Here, we considered all aforementioned drawbacks and developed an interactive platform, named PopMLvis, which carries out a wide range of tasks that a user may need to infer population structure using GWAS data. PopMLvis is flexible as: (1) It supports a variety of input datasets, i.e., raw genotype data, Principal Components (PCs), and admixture membership coefficient matrix; (2) It performs dimensionality reduction using Principal Component Analysis (PCA), tDistributed Stochastic Neighbor Embedding (tSNE), and PCAir, which is a principlal component analysis that accounts for relatedness through the genetic relationship matrix (GRM) [7, 8]; (3) It performs various clustering algorithms (e.g., Kmeans and Hierarchical Clustering); (4) It detects outliers using Isolation Forest, OneClassSVM, and other metrics; (5) It offers an interactive and zoomable friendly graphical user interface; (6) It produces publicationready figures in various types and resolutions. In addition, PopMLvis allows users to: (7) Download output files generated within PopMLvis with all required information that are ready for downstream analysis (e.g., association testing); (8) Link metadata with obtained clustering results; and (9) Integrate estimated genetic diversity indices generated by genetic structure programs (e.g., ADMIXTURE) and the clustering results. Since PopMLvis has a modular design, it is easy to add new modules (e.g., classification) or a new algorithm to the existing modules (e.g., uniform manifold approximation). PopMLvis is a secure webbased platform. Due to potential privacy concerns, we provide an offline version that can be installed locally. PopMLvis can be easily used without the need to write any script, which makes it more accessible to researchers.
Implementation
PopMLvis consists of three main panels, each with unique functionalities that the user can perform as depicted in Fig. 1.

1.
Input and Machine Learning (ML) Panel: This panel is composed of three modules:

Choose data: The first step, users can choose to use their own data, or example data, which is provided along with PopMLvis platform. Then, users can specify the type of data to upload, if they prefer to use their own data, which could be raw or processed data. For processed data, it includes PCA and/or admixture outputs (i.e., fraction of ancestral origins as obtained by admixture tools [2,3,4,5]. Data will be immediately reflected on the visualization panel after the upload. For raw data, it includes genotype data, GRM, projected dataset, and PCA. Here, the user can perform dimensionality reduction as well. Moreover, PopMLvis supports PCA, PCAir, and tSNE 2D and 3D. Also, tSNE can be run on top of PCA results to visualize the data in a more reduced space.

Clustering algorithms module: This module includes the Kmeans, Fuzzy Cmeans, and Hierarchical Clustering algorithms. The Fuzzy Cmeans algorithm is suitable when admixture exists between individuals, and these individuals can belong to multiple clusters/ancestries.

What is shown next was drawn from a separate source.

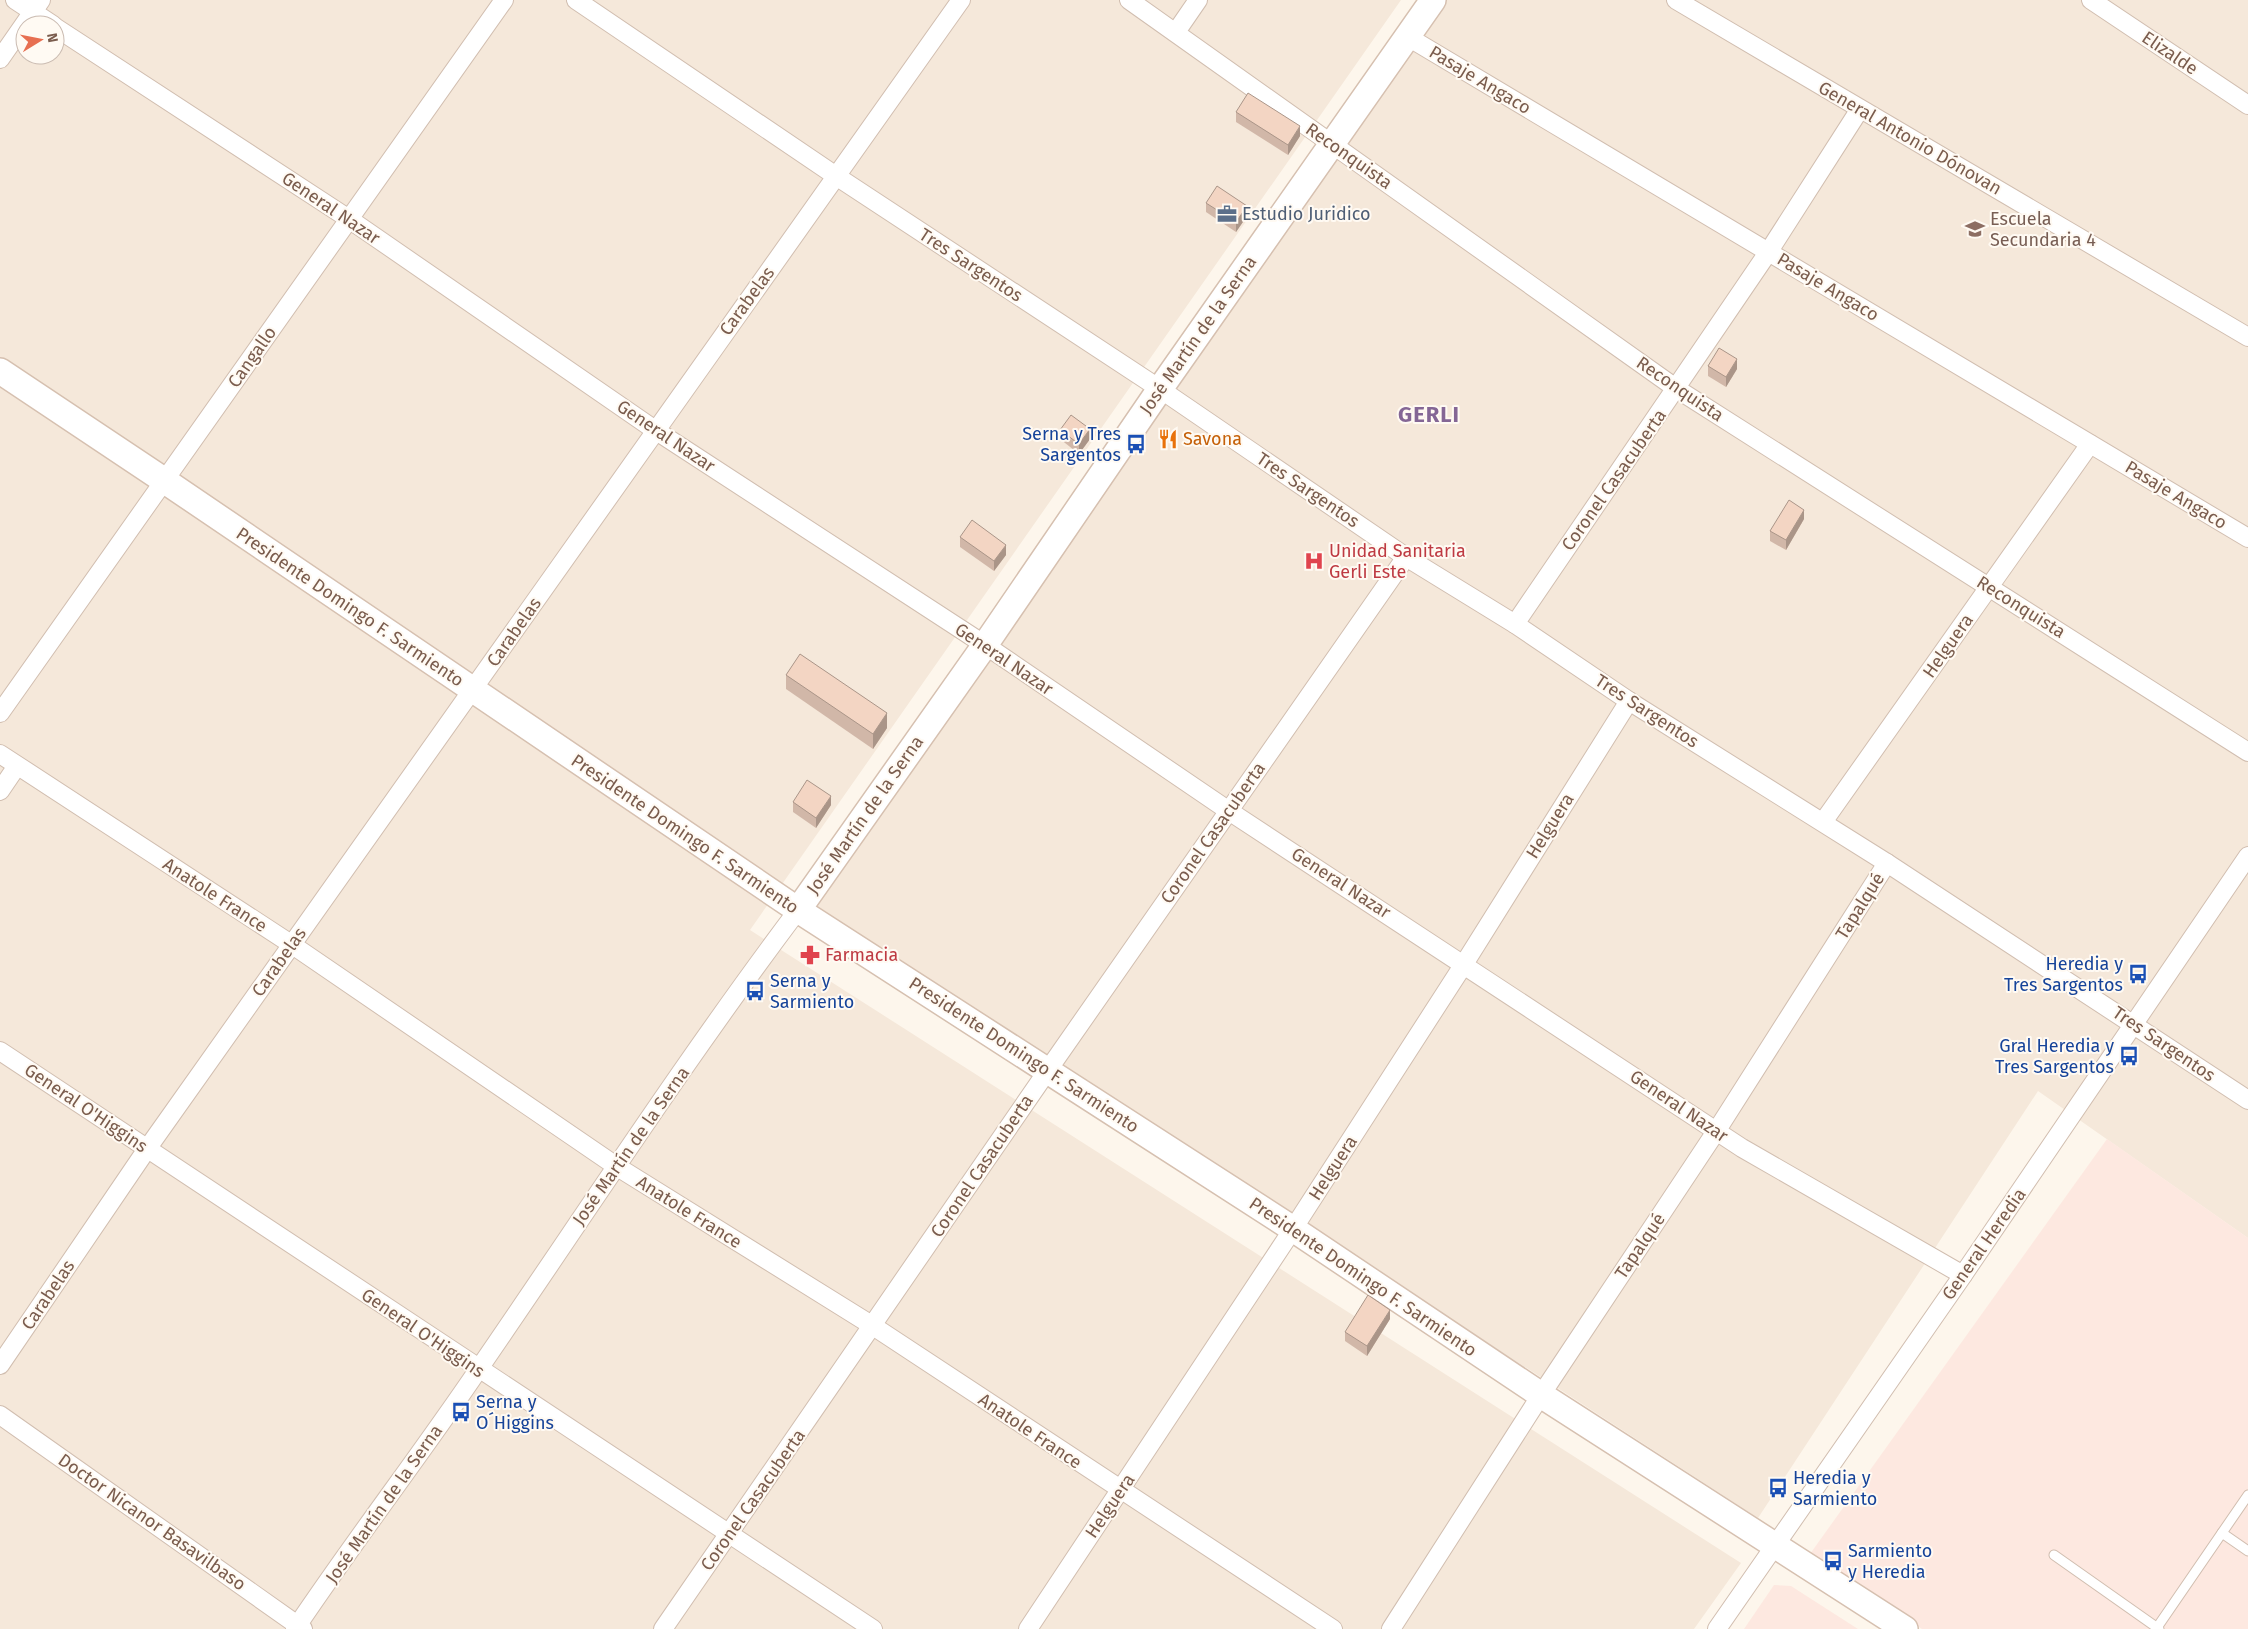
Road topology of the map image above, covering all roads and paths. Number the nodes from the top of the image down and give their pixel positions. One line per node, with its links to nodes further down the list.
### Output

Outlier detection module: PopMLvis integrates outlier detection algorithms based on statistical metrics (mean, standard deviation, and covariance matrix) and machine learning techniques such as OneClassSVM, Local Outlier Factor, and Isolation Forest.


2.
Visualization panel: This panel supports three interactive plot types: (1) Scatter plots: 1D, 2D, 3D, zoom in/out, legend and label naming, download, etc.; (2) Admixture bar charts: the user can investigate the estimated ancestral fraction for each individual with different certainty values; and finally, (3) Dendrograms to visualize the hierarchal clustering of the data. Scatter plots and admixture bar charts are linked together, so a change in one plot will be reflected in the other plot.

3.
Option panel: This panel provides the users with an option to include additional information on individuals such as sex, age, disease status, etc. This can be reflected on the plots with color/shape differences. The user has flexibility to define plot name, labels, resolution, etc. This makes the PopMLvis graphical outputs ready to be integrated in scientific articles.
PopMLvis system architecture
The architecture of PopMLvis consists of three main components (see Fig. 2):

1.
FrontEnd: The frontend is built using ReactJS. React makes our data visualization attractive and efficient. All communication with the backend is achieved through REST APIs, benefiting from promise based HTTP clients for the browser. The website is compatible with different screen sizes, making the visualization dynamic.

2.
BackEnd: The backend on the server side is served as a REST API and was developed using Flask. We used Gunicorn as a prefork worker model, where the master manages a set of workers. The number of workers corresponds with the number of concurrent requests that our backend can handle. Gunicorn should only need 4–12 worker processes to handle hundreds or thousands of requests per second. Python was used for the machine learning and computational algorithms. Numpy, Pandas, Matplotlib, Scikitlearn and Scipy are among the libraries that were used. To integrate the PCAir R package, we needed to add another layer of communication between Python and R. In this case, Flask would serve as a middle layer, serving the frontend request to R and waiting for its response, to send it back to the frontend.

3.
Data layer: PopMLvis can handle several types of data with various file extensions, including plink binary data (.bed,.fam,.bim), precomputed PCA results, Genomic Relationship Matrix (GRM), and admixture results. Most of the data will never be stored on the server. It will be either encrypted inside the body of the request using HTTPS protocol, or used only on the frontend. The choose data tab will keep the data in the frontend only. When settings change, no requests will be made to the backend. The clustering algorithms and outlier detection modules require the data to be sent to the backend for computation, but results will be returned back to the user without storing or keeping any trace of it. Because of various encryptions and file extensions, the dimensionality reduction uploads are stored locally with encrypted filenames, processed, and results are communicated to the user. All gathered data will be cleaned through a job scheduler, CRON.
Conclusion
We developed PopMLvis, an interactive tool that supports many useful features for researchers to analyze and visualize population structure using genotype data. Our userfriendly platform offers important functionalities including: supporting a variety of input datasets, interactive visualization, performing dimensionality reduction, clustering, and outlier detection. In addition, for privacy purposes, we developed a webbased as well as a standalone version of the platform.
Methods
PopMLvis data types
PopMLvis supports different types of input datasets. This gives more flexibility to users on how this tool can be used.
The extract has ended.